In the meanwhile, while your tank progresses, it may be helpful to read the book titled Ecology of the Planted Aquarium. It describes a lot of potential pitfalls when using dirt in the tank and it may also help guide you in the right direction. The issue you were seeing is discussed there in detail.


----------



## dwalstad (Apr 14, 2006)

Looks MUCH better! And it sounds like you understand what went wrong. Smart to add the Myriophyllum. 

I like that you've got an Amazon swordplant and Sagittaria, good rooted plants. Let's hope they dig into that soil and thrive. If you've got a decent amount of calcium in water (i.e., some hardness in the water) that Amazon should take off. 

Those red stem plants on the right. I'd spread them out more so each stem can get more light. Right now they look like they're all bunched together in a dark corner. 

You asked earlier about water current. Good question. In this situation, I would bump up the water flow to a modest current. Continuous gentle flow of oxygenated water over the substrate keep the soil layer from going severely anaerobic. Oxygen is the name of the game here. You can always poke the substrate with a long thin object first week. You shouldn't have any stinky smell.

Once the plants get growing well, then you can turn down water current and worry about conserving CO2. Right now, your tank probably has an excess of CO2.


----------



## zahtar (Sep 29, 2019)

Hello everyone! 

I see you all support water changes during the establishment of the tank. What volume are we talking about, at what frequency and for how long after day one?


----------



## dwalstad (Apr 14, 2006)

I support one or two 30% water changes during the first two weeks after setup. Can't hurt and might be helpful.

That said, the primary problem that started this APC thread is that the soil layer was suffocating from lack of oxygen. Bacteria were dying, releasing anaerobic toxins, and sucking vital oxygen from plant roots, thereby killing them.
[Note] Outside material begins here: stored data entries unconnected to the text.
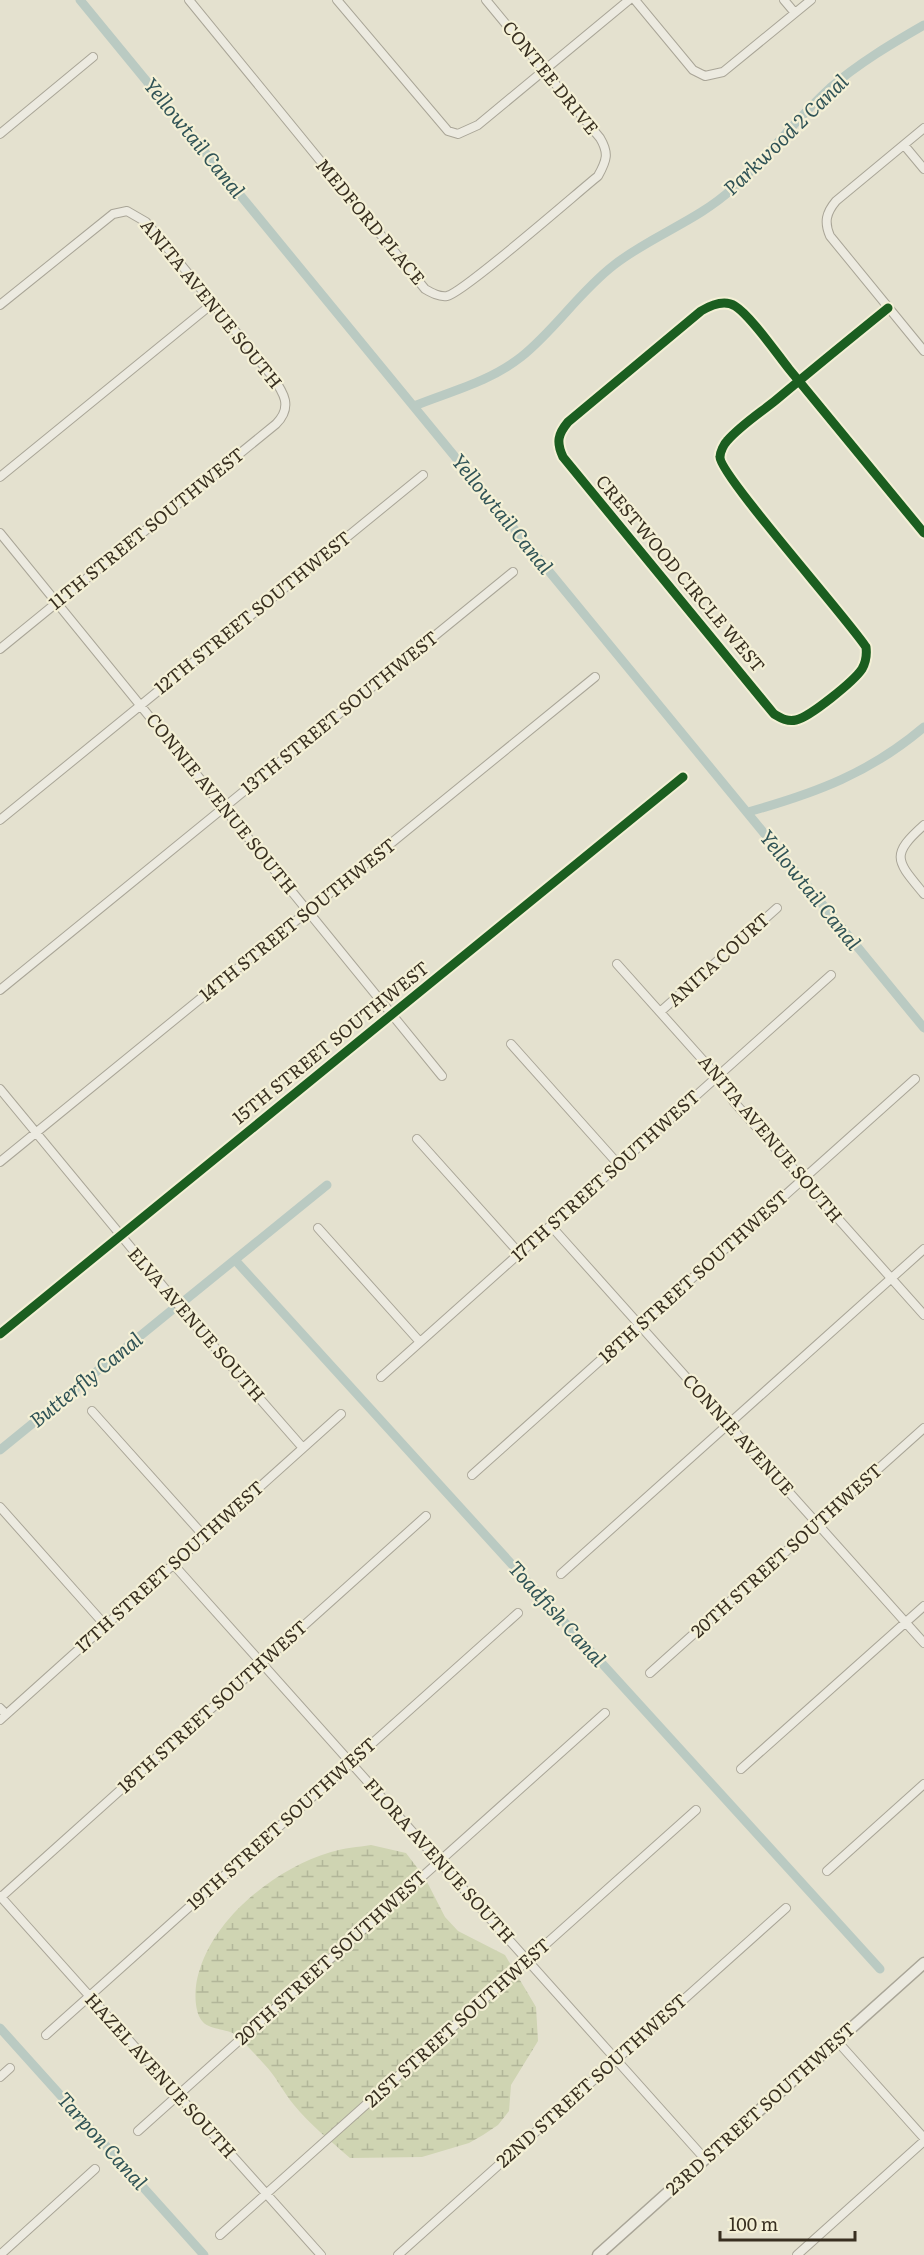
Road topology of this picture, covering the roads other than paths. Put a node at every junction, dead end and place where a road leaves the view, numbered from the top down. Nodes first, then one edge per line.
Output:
1 (189, 0) edge
2 (337, 0) edge
3 (486, 0) edge
4 (629, 0) edge
5 (635, 0) edge
6 (784, 0) edge
7 (811, 0) edge
8 (795, 13) junction
9 (93, 57) dead end
10 (544, 70) junction
11 (924, 128) edge
12 (0, 134) edge
13 (904, 145) junction
14 (607, 160) joint
15 (924, 169) edge
16 (212, 304) junction
17 (0, 305) edge
18 (888, 308) junction
19 (924, 351) edge
20 (799, 381) junction
21 (287, 404) joint
22 (423, 474) dead end
23 (0, 477) edge
24 (0, 533) edge
25 (924, 533) edge
26 (513, 572) dead end
27 (57, 602) junction
28 (0, 649) edge
29 (595, 677) dead end
30 (140, 705) junction
31 (683, 777) dead end
32 (225, 808) junction
33 (0, 820) edge
34 (924, 825) edge
35 (924, 894) edge
36 (777, 908) dead end
37 (309, 911) junction
38 (617, 964) dead end
39 (831, 975) dead end
40 (0, 990) edge
41 (660, 1012) junction
42 (392, 1014) junction
43 (511, 1044) dead end
44 (442, 1076) dead end
45 (718, 1077) junction
46 (915, 1079) dead end
47 (0, 1089) edge
48 (36, 1133) junction
49 (417, 1139) dead end
50 (0, 1162) edge
51 (619, 1165) junction
52 (802, 1180) junction
53 (551, 1226) junction
54 (318, 1228) dead end
55 (120, 1236) junction
56 (924, 1249) edge
57 (520, 1254) junction
58 (891, 1278) junction
59 (924, 1315) edge
60 (640, 1325) junction
61 (0, 1334) edge
62 (420, 1342) junction
63 (381, 1377) dead end
64 (92, 1411) dead end
65 (341, 1414) dead end
66 (729, 1425) junction
67 (924, 1428) edge
68 (303, 1448) junction
69 (472, 1475) dead end
70 (0, 1507) edge
71 (426, 1516) dead end
72 (816, 1523) junction
73 (204, 1536) junction
74 (173, 1564) junction
75 (561, 1574) dead end
76 (924, 1606) edge
77 (518, 1613) dead end
78 (905, 1623) junction
79 (105, 1625) junction
80 (924, 1644) edge
81 (262, 1663) junction
82 (650, 1673) dead end
83 (605, 1713) dead end
84 (2, 1714) edge
85 (351, 1762) junction
86 (741, 1769) dead end
87 (924, 1785) edge
88 (696, 1810) dead end
89 (440, 1862) junction
90 (827, 1871) dead end
91 (0, 1897) edge
92 (786, 1908) dead end
93 (528, 1960) junction
94 (924, 1963) edge
95 (89, 1996) junction
96 (46, 2035) dead end
97 (837, 2041) junction
98 (616, 2059) junction
99 (10, 2068) dead end
100 (0, 2077) edge
101 (178, 2096) junction
102 (138, 2132) dead end
103 (924, 2139) edge
104 (705, 2159) junction
105 (95, 2169) dead end
106 (267, 2195) junction
107 (220, 2235) dead end
108 (0, 2255) edge
109 (321, 2255) edge
110 (398, 2255) edge
111 (598, 2255) edge
112 (797, 2255) edge

1 - 14 street, MEDFORD PLACE
2 - 10 street
3 - 10 street, CONTEE DRIVE
4 - 10 street
5 - 8 street
6 - 8 street
7 - 8 street
9 - 12 street
10 - 14 street, CONTEE DRIVE
11 - 13 street
13 - 15 street
13 - 18 street
16 - 17 street, ANITA AVENUE SOUTH
16 - 21 street, ANITA AVENUE SOUTH
16 - 23 street
18 - 19 street
18 - 20 street
20 - 20 street, CRESTWOOD CIRCLE WEST
20 - 25 street
21 - 27 street, 11TH STREET SOUTHWEST
22 - 30 street, 12TH STREET SOUTHWEST
24 - 27 street, CONNIE AVENUE SOUTH
26 - 32 street, 13TH STREET SOUTHWEST
27 - 28 street, 11TH STREET SOUTHWEST
27 - 30 street, CONNIE AVENUE SOUTH
29 - 37 street, 14TH STREET SOUTHWEST
30 - 32 street, CONNIE AVENUE SOUTH
30 - 33 street, 12TH STREET SOUTHWEST
31 - 42 street, 15TH STREET SOUTHWEST
32 - 37 street, CONNIE AVENUE SOUTH
32 - 40 street, 13TH STREET SOUTHWEST
34 - 35 street
36 - 41 street, ANITA COURT
37 - 42 street, CONNIE AVENUE SOUTH
37 - 48 street, 14TH STREET SOUTHWEST
38 - 41 street, ANITA AVENUE SOUTH
39 - 45 street, 17TH STREET SOUTHWEST
41 - 45 street, ANITA AVENUE SOUTH
42 - 44 street, CONNIE AVENUE SOUTH
42 - 55 street, 15TH STREET SOUTHWEST
43 - 51 street
45 - 51 street, 17TH STREET SOUTHWEST
45 - 52 street, ANITA AVENUE SOUTH
46 - 52 street, 18TH STREET SOUTHWEST
47 - 48 street, ELVA AVENUE SOUTH
48 - 50 street, 14TH STREET SOUTHWEST
48 - 55 street, ELVA AVENUE SOUTH
49 - 57 street
51 - 53 street, 17TH STREET SOUTHWEST
52 - 58 street, ANITA AVENUE SOUTH
52 - 60 street, 18TH STREET SOUTHWEST
53 - 57 street, 17TH STREET SOUTHWEST
53 - 60 street, CONNIE AVENUE
54 - 62 street
55 - 61 street, 15TH STREET SOUTHWEST
55 - 68 street, ELVA AVENUE SOUTH
56 - 58 street
57 - 62 street, 17TH STREET SOUTHWEST
58 - 59 street, ANITA AVENUE SOUTH
58 - 66 street
60 - 66 street, CONNIE AVENUE
60 - 69 street, 18TH STREET SOUTHWEST
62 - 63 street, 17TH STREET SOUTHWEST
64 - 73 street
65 - 68 street, 17TH STREET SOUTHWEST
66 - 72 street, CONNIE AVENUE
66 - 75 street
67 - 72 street, 20TH STREET SOUTHWEST
68 - 73 street, 17TH STREET SOUTHWEST
70 - 79 street
71 - 81 street, 18TH STREET SOUTHWEST
72 - 78 street, CONNIE AVENUE
72 - 82 street, 20TH STREET SOUTHWEST
73 - 74 street, 17TH STREET SOUTHWEST
74 - 79 street, 17TH STREET SOUTHWEST
74 - 81 street, FLORA AVENUE SOUTH
76 - 78 street
77 - 85 street, 19TH STREET SOUTHWEST
78 - 80 street, CONNIE AVENUE
78 - 86 street
79 - 84 street, 17TH STREET SOUTHWEST
81 - 85 street, FLORA AVENUE SOUTH
81 - 91 street, 18TH STREET SOUTHWEST
83 - 89 street, 20TH STREET SOUTHWEST
85 - 89 street, FLORA AVENUE SOUTH
85 - 95 street, 19TH STREET SOUTHWEST
87 - 90 street
88 - 93 street, 21ST STREET SOUTHWEST
89 - 93 street, FLORA AVENUE SOUTH
89 - 101 street, 20TH STREET SOUTHWEST
91 - 95 street, HAZEL AVENUE SOUTH
92 - 98 street, 22ND STREET SOUTHWEST
93 - 98 street, FLORA AVENUE SOUTH
93 - 106 street, 21ST STREET SOUTHWEST
94 - 97 street, 23RD STREET SOUTHWEST
95 - 96 street, 19TH STREET SOUTHWEST
95 - 101 street, HAZEL AVENUE SOUTH
97 - 103 street
97 - 104 street, 23RD STREET SOUTHWEST
98 - 104 street, FLORA AVENUE SOUTH
98 - 110 street, 22ND STREET SOUTHWEST
99 - 100 street
101 - 102 street, 20TH STREET SOUTHWEST
101 - 106 street, HAZEL AVENUE SOUTH
103 - 112 street
104 - 111 street, 23RD STREET SOUTHWEST
105 - 108 street
106 - 107 street, 21ST STREET SOUTHWEST
106 - 109 street, HAZEL AVENUE SOUTH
Once the roots start dying, they add to the decomposing material in the substrate and make everything worse. I call this a substrate "melt down."

Water changes won't help if the soil layer is too deep, covered with rotting driftwood and a suffocating gravel/sand covering layer. 

When you have a festering sore, changing the external band-aid or the wound dressing won't do much. You need to open up the wound and flush out the core of the infection.

A water change will help, but it is a secondary measure, and in this situation, not all that meaningful.


----------



## zahtar (Sep 29, 2019)

Diana, thank you for your reply.

The analogy with a festering wound makes total sense and I understand what you mean.

I read that water changes in the beginning counteract the possibly excessive “emission” of nutrients through the gravel. I have a different case than what the current topic is about, so I think I’d better start a new thread, as I don’t mean to hijack or spam this one.

Thanks again


----------



## KingTheodin (Oct 21, 2019)

A little over a week in after the restart and things are completely different. Frogbit shot roots out almost 6 inches in a couple days, added some Ludwigia repens and its doing exceptional. Everything is showing signs of growth and the little 20gph betta filter is helping a lot. No more stench of hydrogen sulfide, water is clear but tinged beautifully with tannins. My bumble bee catfish is a completely different fish now. No more gasping and he joyfully swims and explores especially after lights out. He made a meal of a ghost shrimp too lol. The shrimp are now everywhere instead of clinging to the surface or myriophyllum where any small amount of oxygen was before the filter for flow/oxygenation. It’s a completely different and flourishing aquascape. Thanks so much Diana for the help and for sharing your wonderful method of keeping a planted aquarium. More pics attached! There’s a pic of the frogbit when I put it in a week ago, and one of today to show it’s growth. I am also getting some Rotala indica and Hemianthus micranthemoides tomorrow to finish off the planting. And maybe some bucephalandra too. Heck I’m hooked on this planted aquascape stuff more than my nano reefs I used to have!


----------



## KingTheodin (Oct 21, 2019)

More pics


----------



## dwalstad (Apr 14, 2006)

Beautiful Betta! He deserves a healthy home, and it looks like he's got it.

Your thread and the pictures of your tank's quick turn-around is encouraging to me and others. It shows what perseverance and a little more oxygen provided to soils can accomplish.


----------



## zahtar (Sep 29, 2019)

Nice turnaround! I am happy it got better


----------



## KingTheodin (Oct 21, 2019)

Well the tank is doing great, sagittaria is shooting out runners and doing great, Ludwigia is starting to grow about an inch out of the water, all the plants and shrimp are great. One thing is the tannins are out of control, water is extremely brown a day or two after a water change, idk if it’s the drift wood or the soil doing it. It’s not a big issue but from what I understand bettas love black water tanks and doesn’t tannins promote breeding? My betta has always had some sort of bubble nest but since the tank has gone black water status, he’s been frantically keeping up a major bubble nest and he’s become extremely aggressive. I’ve never seen a betta lose his s#%t over a snail on the glass, or my little bumblebee catfish. I’ve seen bettas be aggressive towards other males but never another species. He’s gotten in several quarrels with the catfish and the cat tore the bettas fins. It’s like the betta has rabies.....he’s constantly pissed off and building the bubble nest. I did probably a 50% water change just now to dilute the tannins and it’s much clearer so hopefully it’ll help chill the betta out?


----------



## dwalstad (Apr 14, 2006)

Fish have personalities.


----------



## KingTheodin (Oct 21, 2019)

Update on the 5 gallon. It’s doing fantastic!


----------



## zahtar (Sep 29, 2019)

nice! I like those colors!

Good thing that the betta and the shrimp can coexist peacefully!


----------



## dwalstad (Apr 14, 2006)

I looked back at where you started and what an improvement! Great job!


----------



## bertha (Sep 19, 2018)

Loving this thread, I think this is a very interesting discussion


----------